The amount of large-scale displacements in Colombia increased 83% in 2012 compared to 2011, said a local NGO on Tuesday.
According to a CODHES [Consultancy for Human Rights and Displacement] report, in 2012 there was an 83% increase in the number of large-scale displacements suggesting that the total number of Colombians forcefully displaced by armed conflict “is likely to exceed” previous years.
“The most vulnerable…including children, adolescents and women…are disproportionately affected…[particularly] indigenous and Afro-Colombian populations,” read the report.
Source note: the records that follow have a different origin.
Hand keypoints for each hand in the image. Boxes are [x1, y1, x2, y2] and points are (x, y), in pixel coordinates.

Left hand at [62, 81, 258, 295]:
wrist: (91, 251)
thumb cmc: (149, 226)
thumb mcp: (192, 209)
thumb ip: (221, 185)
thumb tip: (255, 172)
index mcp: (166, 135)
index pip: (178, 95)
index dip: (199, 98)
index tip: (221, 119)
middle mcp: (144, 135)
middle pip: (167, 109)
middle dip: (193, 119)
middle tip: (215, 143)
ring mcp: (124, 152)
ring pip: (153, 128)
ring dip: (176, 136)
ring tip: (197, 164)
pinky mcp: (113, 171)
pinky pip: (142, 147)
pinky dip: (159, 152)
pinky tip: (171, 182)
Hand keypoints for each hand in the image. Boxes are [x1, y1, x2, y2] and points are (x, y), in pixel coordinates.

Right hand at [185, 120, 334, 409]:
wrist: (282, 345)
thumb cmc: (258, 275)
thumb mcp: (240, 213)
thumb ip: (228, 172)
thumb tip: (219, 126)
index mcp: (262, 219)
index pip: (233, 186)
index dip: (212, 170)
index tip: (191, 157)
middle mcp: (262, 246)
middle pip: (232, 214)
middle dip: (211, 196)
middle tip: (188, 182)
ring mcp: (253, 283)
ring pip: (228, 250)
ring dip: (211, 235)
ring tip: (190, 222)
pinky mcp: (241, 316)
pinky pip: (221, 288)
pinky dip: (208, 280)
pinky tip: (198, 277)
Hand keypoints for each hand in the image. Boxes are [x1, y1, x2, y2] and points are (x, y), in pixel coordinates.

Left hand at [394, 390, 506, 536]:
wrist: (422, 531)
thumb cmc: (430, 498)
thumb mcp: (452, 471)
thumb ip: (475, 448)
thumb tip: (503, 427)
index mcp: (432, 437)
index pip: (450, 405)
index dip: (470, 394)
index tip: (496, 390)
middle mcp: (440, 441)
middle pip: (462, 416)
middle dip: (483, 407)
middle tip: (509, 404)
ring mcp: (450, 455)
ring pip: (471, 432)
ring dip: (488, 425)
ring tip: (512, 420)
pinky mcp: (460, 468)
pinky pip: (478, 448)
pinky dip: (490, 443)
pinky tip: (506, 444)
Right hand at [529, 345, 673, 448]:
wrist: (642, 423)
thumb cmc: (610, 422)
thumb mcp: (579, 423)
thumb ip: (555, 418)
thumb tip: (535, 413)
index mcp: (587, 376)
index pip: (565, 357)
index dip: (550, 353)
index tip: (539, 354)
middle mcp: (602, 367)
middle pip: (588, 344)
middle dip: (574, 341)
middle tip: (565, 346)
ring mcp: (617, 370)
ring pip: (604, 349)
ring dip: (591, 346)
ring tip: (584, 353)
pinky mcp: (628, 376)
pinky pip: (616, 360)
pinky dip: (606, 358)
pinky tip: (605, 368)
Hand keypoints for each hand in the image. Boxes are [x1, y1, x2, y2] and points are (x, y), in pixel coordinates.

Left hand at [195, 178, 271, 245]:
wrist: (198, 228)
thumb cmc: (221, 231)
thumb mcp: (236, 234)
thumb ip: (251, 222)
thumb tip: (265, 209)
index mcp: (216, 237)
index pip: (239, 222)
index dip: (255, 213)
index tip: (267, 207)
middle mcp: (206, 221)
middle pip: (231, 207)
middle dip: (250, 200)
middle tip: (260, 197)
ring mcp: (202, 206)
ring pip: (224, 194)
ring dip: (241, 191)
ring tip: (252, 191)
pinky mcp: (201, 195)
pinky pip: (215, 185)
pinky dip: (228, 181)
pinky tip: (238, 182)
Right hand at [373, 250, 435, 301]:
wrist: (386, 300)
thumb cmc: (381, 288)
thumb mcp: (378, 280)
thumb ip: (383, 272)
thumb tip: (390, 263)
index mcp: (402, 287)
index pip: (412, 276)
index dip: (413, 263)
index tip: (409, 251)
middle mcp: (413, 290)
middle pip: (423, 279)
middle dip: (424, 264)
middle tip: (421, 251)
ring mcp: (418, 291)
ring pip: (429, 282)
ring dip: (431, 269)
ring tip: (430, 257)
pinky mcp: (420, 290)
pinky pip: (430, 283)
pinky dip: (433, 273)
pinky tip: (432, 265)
A large-scale displacement is defined by CODHES as at least 10 households or 50 people being forced to move at once. In many instances, indigenous communities have been forced off their ancestral lands because of violence or threats of violence. The worst-affected areas are reportedly located in southwest Colombia. In the southern department of Cauca, for example, the Nasa indigenous people are in the midst of a “humanitarian crisis.”
The report stated that conflicts have been exacerbated due to an increased demand in land for mining and agribusiness.
“The state, multinational agribusiness and mining [companies], drug traffickers, guerrillas, and [neo-paramilitaries], vie for control and use of the territories of northern Cauca. The disputes…reflect structural conflicts over territory in terms of how to exploit the land and subsoil [for mining],” claimed the report.
“We are facing an increase in human rights violations and [violations] of international humanitarian law,” concluded CODHES.
According to the most recent figures Colombia has the highest number of internally displaced people in the world.